→ **Dataset items**
- - - - -

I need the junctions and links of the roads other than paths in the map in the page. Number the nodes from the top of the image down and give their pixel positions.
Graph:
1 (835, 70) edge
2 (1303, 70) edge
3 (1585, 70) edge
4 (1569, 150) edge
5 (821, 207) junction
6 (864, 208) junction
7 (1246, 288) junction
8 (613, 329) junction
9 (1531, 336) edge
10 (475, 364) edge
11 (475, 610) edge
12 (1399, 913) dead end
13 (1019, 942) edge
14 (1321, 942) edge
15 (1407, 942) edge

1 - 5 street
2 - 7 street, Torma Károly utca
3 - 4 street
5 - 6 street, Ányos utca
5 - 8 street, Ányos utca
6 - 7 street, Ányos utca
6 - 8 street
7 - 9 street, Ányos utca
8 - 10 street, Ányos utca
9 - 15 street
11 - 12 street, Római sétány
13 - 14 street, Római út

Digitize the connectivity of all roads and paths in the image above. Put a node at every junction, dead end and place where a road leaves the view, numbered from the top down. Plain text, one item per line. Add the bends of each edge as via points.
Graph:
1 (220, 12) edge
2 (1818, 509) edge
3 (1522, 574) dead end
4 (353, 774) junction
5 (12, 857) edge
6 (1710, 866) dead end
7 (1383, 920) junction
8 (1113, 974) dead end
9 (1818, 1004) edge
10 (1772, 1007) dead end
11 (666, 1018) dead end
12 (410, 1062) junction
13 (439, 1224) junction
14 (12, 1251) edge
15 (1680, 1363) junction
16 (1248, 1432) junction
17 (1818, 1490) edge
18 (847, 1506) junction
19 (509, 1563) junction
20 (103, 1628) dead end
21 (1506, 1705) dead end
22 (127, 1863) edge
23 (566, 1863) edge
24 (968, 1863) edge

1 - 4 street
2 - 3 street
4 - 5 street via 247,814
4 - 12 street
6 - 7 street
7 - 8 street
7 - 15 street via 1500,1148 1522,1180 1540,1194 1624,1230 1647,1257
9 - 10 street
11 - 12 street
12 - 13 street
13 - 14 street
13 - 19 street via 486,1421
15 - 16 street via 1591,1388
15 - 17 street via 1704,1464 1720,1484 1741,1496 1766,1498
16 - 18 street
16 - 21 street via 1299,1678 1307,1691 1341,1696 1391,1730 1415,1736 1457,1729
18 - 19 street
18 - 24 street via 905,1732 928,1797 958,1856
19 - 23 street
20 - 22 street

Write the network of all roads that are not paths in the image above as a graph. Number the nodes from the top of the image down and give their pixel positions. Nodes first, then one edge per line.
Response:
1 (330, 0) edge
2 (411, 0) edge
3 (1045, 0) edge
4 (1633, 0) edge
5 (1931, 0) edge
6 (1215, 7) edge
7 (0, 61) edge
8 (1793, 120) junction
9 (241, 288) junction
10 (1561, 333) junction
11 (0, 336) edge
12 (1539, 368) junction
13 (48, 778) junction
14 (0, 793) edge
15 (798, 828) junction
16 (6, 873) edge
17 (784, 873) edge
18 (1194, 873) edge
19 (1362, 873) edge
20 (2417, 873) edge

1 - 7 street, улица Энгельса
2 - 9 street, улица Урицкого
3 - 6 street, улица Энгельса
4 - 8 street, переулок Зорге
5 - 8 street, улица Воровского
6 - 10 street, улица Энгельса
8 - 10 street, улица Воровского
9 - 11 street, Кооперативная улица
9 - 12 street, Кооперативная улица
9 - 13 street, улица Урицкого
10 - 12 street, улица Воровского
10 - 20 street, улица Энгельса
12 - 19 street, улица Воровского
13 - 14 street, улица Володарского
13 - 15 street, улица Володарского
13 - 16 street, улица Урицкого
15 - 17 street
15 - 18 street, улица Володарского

- - - - -

→ **Exercise aim**
Filter the records for the string "give" and copy every line that holds it.

→ **Written answer**
I need the junctions and links of the roads other than paths in the map in the page. Number the nodes from the top of the image down and give their pixel positions.
Write the network of all roads that are not paths in the image above as a graph. Number the nodes from the top of the image down and give their pixel positions. Nodes first, then one edge per line.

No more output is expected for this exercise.